Problem description — Omit every picture, then return the listing verbatim.

[Start of Attachment]

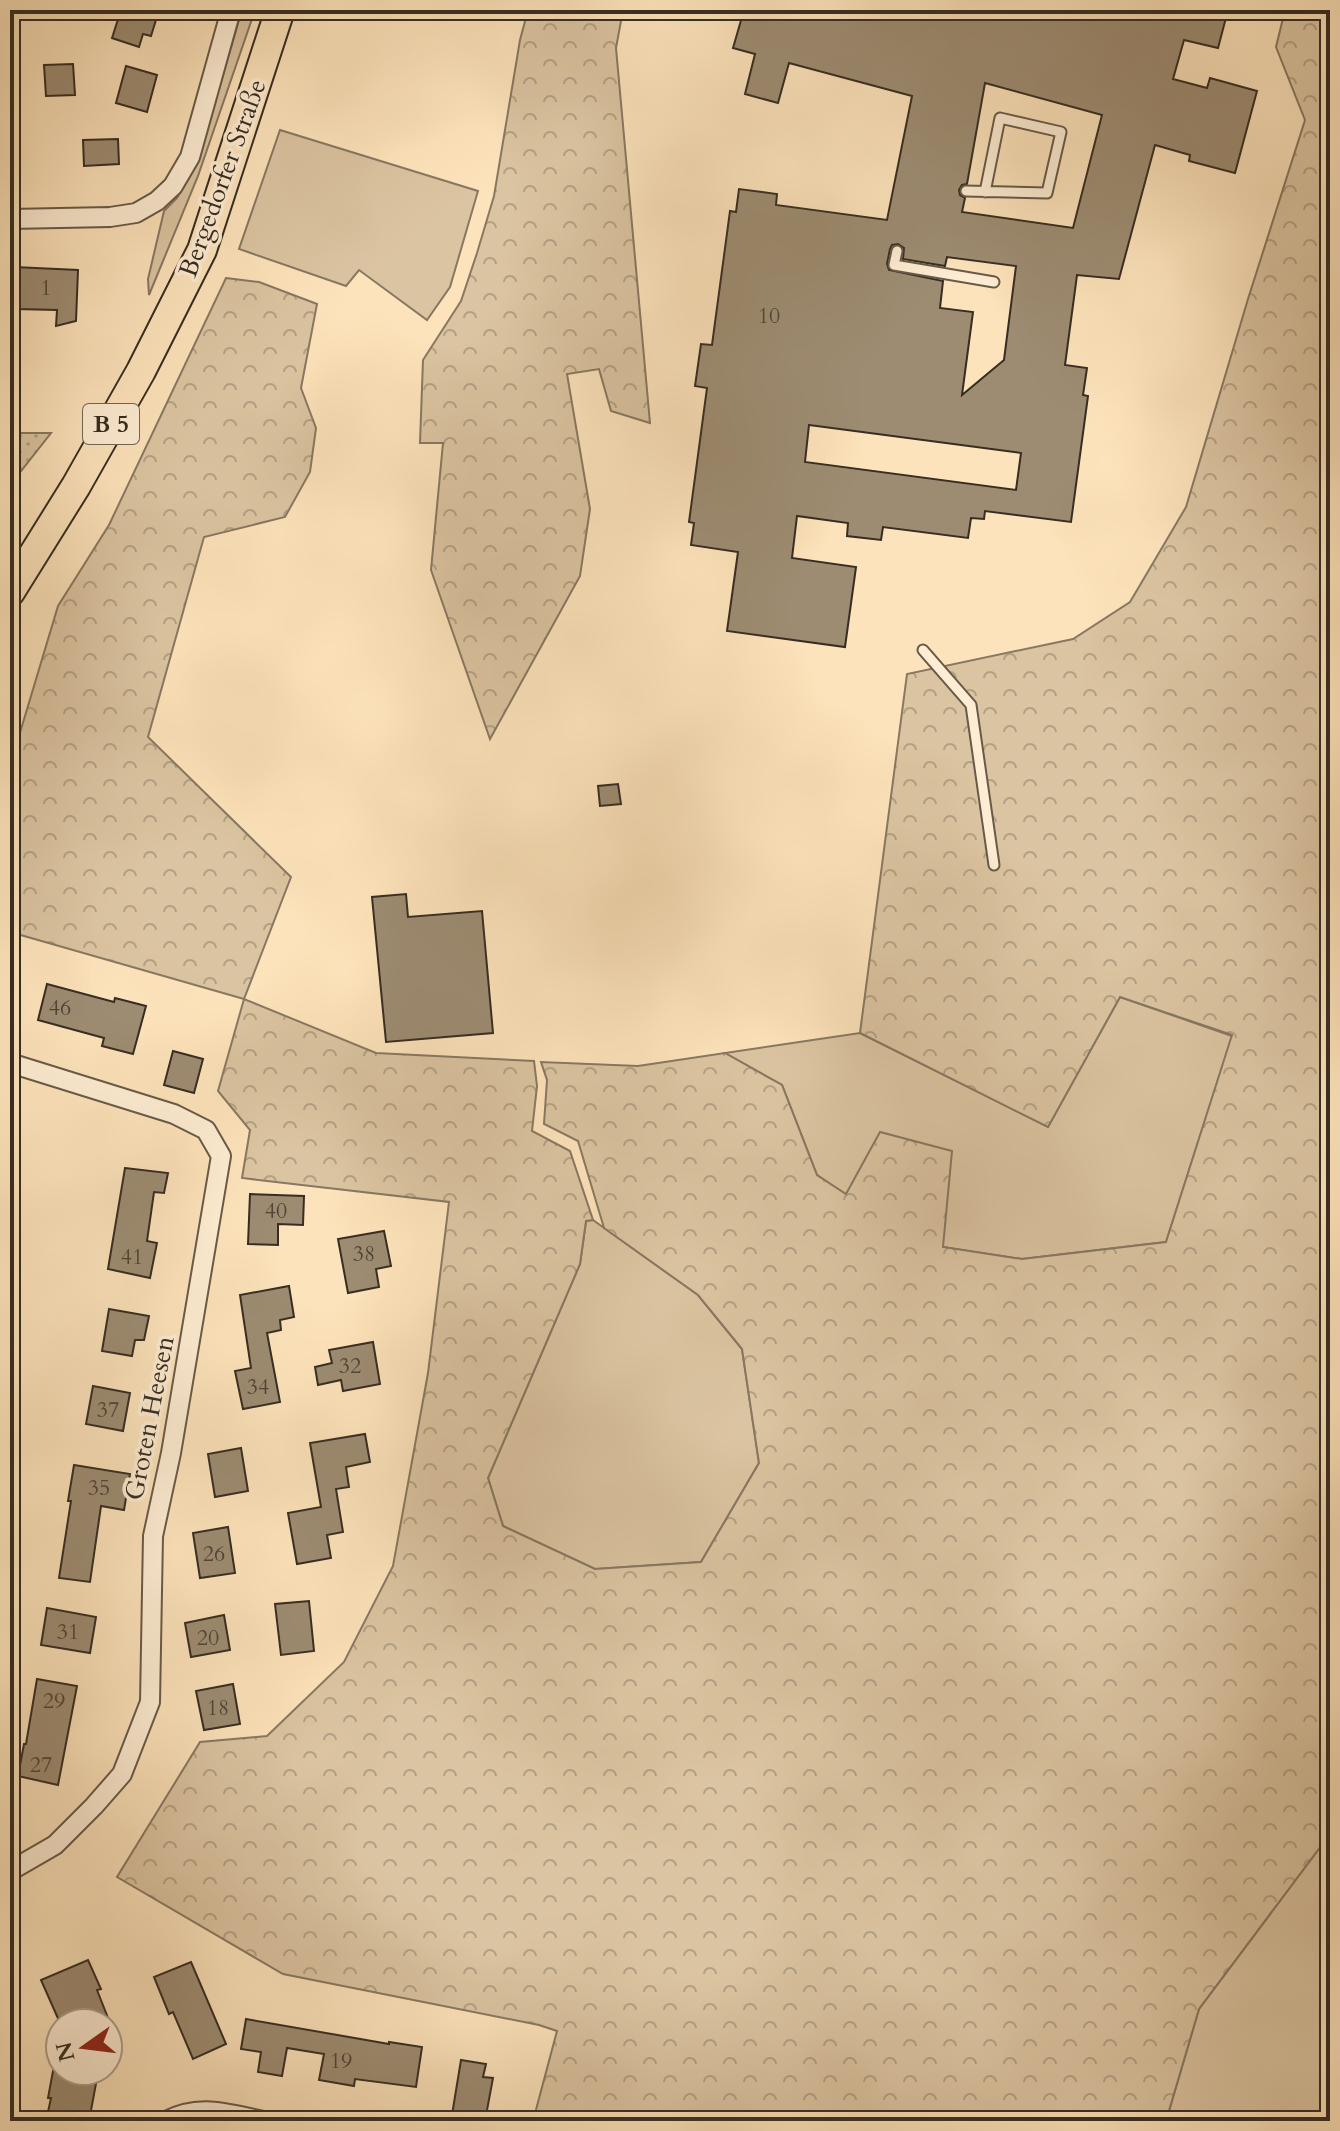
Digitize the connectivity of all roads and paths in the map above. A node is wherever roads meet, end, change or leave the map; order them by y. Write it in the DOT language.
graph roads {
  1 [pos="231,10"];
  2 [pos="280,10"];
  3 [pos="966,191"];
  4 [pos="985,192"];
  5 [pos="10,219"];
  6 [pos="897,251"];
  7 [pos="994,282"];
  8 [pos="10,592"];
  9 [pos="923,650"];
  10 [pos="994,865"];
  11 [pos="10,1063"];
  12 [pos="10,1871"];
  13 [pos="166,2121"];
  14 [pos="264,2121"];
  1 -- 5 [label="street"];
  2 -- 8 [label="main road, Bergedorfer Straße / B 5"];
  3 -- 4 [label="lane"];
  4 -- 4 [label="lane"];
  6 -- 7 [label="lane"];
  9 -- 10 [label="lane"];
  11 -- 12 [label="street, Groten Heesen"];
  13 -- 14 [label="street"];
}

[End of Attachment]

Solution below —
Digitize the connectivity of all roads and paths in the map above. A node is wherever roads meet, end, change or leave the map; order them by y. Write it in the DOT language.
graph roads {
  1 [pos="231,10"];
  2 [pos="280,10"];
  3 [pos="966,191"];
  4 [pos="985,192"];
  5 [pos="10,219"];
  6 [pos="897,251"];
  7 [pos="994,282"];
  8 [pos="10,592"];
  9 [pos="923,650"];
  10 [pos="994,865"];
  11 [pos="10,1063"];
  12 [pos="10,1871"];
  13 [pos="166,2121"];
  14 [pos="264,2121"];
  1 -- 5 [label="street"];
  2 -- 8 [label="main road, Bergedorfer Straße / B 5"];
  3 -- 4 [label="lane"];
  4 -- 4 [label="lane"];
  6 -- 7 [label="lane"];
  9 -- 10 [label="lane"];
  11 -- 12 [label="street, Groten Heesen"];
  13 -- 14 [label="street"];
}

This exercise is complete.